ASSIGNED TASK —
Pull out every line below containing the word "lineTo".

Collected data entries —
↓↓↓

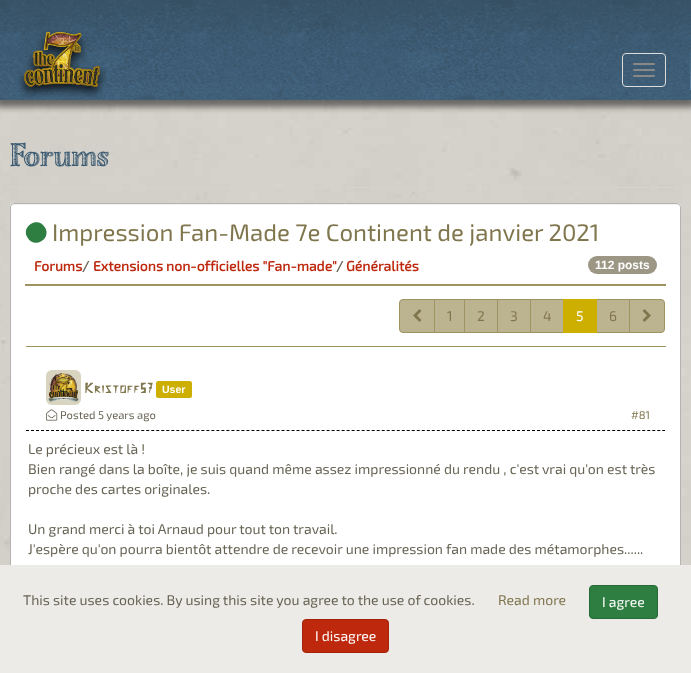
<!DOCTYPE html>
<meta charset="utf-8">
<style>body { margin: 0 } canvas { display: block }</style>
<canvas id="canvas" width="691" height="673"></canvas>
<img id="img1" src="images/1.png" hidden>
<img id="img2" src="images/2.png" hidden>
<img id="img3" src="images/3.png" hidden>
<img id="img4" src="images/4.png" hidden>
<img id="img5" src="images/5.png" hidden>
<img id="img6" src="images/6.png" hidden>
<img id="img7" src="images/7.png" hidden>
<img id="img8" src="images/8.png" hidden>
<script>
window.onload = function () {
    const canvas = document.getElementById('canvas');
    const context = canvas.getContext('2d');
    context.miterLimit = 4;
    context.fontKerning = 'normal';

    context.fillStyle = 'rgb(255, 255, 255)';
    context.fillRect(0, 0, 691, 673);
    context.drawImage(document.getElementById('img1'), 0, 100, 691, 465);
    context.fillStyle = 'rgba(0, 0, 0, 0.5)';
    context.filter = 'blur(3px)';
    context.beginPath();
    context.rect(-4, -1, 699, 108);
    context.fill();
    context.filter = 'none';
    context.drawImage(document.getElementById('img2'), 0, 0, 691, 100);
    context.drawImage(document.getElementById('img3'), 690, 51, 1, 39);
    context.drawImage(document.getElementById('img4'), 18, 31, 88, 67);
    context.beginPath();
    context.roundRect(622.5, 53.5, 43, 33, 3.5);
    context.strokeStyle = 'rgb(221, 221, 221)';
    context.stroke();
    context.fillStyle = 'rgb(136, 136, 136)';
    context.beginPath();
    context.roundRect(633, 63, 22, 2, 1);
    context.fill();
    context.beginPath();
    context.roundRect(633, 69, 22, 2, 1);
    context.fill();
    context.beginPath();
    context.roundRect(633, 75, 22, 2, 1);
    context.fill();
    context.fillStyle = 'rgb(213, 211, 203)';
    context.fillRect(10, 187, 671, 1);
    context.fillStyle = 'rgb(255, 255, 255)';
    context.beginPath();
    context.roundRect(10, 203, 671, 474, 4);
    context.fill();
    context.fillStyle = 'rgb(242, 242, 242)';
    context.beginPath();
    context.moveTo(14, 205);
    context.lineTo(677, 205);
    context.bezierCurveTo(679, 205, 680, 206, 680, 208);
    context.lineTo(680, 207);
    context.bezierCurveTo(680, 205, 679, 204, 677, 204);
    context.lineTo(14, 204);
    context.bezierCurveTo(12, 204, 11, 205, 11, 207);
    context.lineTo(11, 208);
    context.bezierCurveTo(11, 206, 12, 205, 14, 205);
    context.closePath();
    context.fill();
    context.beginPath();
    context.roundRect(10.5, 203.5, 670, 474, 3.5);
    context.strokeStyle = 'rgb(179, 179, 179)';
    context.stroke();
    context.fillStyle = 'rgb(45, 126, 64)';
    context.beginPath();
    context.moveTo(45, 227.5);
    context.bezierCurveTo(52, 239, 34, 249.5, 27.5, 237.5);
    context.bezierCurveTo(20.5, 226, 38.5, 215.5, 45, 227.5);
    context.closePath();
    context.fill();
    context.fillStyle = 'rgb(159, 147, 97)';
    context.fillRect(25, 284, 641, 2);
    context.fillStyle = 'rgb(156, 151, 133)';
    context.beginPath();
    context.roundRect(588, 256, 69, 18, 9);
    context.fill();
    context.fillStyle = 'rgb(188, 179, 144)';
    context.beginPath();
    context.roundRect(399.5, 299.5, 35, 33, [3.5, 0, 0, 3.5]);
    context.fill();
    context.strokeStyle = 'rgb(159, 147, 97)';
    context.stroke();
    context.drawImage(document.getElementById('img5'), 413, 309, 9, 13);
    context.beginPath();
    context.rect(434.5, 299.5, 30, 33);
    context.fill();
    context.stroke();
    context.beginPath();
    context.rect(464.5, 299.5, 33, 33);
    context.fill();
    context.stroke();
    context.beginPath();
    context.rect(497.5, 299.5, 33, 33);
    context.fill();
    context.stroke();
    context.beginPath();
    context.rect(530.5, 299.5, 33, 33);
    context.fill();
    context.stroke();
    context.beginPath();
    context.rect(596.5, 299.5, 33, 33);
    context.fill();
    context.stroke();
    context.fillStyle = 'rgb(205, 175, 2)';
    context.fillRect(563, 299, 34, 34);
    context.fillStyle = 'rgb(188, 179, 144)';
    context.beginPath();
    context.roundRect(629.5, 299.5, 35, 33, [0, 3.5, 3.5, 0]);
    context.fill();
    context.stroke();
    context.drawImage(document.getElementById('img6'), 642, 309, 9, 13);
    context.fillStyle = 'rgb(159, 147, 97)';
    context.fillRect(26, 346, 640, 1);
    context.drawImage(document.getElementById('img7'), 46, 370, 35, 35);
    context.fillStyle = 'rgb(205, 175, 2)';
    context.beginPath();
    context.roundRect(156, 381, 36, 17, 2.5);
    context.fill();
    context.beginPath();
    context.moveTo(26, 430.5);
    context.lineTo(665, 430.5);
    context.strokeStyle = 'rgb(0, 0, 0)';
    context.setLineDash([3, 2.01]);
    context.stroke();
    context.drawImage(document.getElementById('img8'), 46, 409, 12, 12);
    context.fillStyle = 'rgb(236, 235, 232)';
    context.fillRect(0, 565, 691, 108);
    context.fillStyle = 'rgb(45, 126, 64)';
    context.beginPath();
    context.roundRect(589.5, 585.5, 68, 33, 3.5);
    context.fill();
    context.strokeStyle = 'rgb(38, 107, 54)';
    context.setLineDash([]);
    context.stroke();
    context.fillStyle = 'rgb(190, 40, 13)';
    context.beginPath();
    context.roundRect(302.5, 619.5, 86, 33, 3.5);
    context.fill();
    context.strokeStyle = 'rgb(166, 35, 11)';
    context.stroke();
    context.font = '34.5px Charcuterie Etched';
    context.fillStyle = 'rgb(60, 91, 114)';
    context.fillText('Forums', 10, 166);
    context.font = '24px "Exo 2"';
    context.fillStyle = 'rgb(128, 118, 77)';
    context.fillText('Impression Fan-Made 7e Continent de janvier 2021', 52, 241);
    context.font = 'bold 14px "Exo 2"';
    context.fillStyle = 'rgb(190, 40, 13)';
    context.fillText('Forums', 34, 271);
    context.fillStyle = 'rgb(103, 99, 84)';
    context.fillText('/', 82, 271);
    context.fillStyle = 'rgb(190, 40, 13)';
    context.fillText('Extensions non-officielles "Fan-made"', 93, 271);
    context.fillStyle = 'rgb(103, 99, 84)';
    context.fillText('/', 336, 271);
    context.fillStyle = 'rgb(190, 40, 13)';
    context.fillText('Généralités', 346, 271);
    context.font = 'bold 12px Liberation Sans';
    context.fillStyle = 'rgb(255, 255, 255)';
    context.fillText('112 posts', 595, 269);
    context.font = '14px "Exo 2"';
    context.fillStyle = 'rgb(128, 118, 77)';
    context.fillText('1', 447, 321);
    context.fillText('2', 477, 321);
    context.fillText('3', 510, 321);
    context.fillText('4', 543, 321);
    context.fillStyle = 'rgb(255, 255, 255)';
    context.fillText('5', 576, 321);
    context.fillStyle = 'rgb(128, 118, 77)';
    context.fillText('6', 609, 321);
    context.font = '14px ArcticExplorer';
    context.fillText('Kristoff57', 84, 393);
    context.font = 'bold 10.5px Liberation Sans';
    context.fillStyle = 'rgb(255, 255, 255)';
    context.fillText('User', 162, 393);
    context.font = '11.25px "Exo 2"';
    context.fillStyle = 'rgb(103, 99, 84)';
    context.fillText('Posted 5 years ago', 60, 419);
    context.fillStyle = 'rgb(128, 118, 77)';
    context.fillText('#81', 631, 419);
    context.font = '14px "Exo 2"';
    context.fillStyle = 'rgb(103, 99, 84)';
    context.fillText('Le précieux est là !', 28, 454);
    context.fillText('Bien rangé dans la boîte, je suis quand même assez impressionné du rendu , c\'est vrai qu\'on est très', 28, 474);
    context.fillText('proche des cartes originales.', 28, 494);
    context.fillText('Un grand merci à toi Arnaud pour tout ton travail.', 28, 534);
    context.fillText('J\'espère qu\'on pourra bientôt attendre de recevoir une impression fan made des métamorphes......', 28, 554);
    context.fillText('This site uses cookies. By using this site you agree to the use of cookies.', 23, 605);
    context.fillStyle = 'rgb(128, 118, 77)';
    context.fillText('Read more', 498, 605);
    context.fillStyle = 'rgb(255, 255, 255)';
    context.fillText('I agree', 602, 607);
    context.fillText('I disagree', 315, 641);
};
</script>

↑↑↑

REPLY TO THE TASK —
    context.lineTo(677, 205);
    context.lineTo(680, 207);
    context.lineTo(14, 204);
    context.lineTo(11, 208);
    context.lineTo(665, 430.5);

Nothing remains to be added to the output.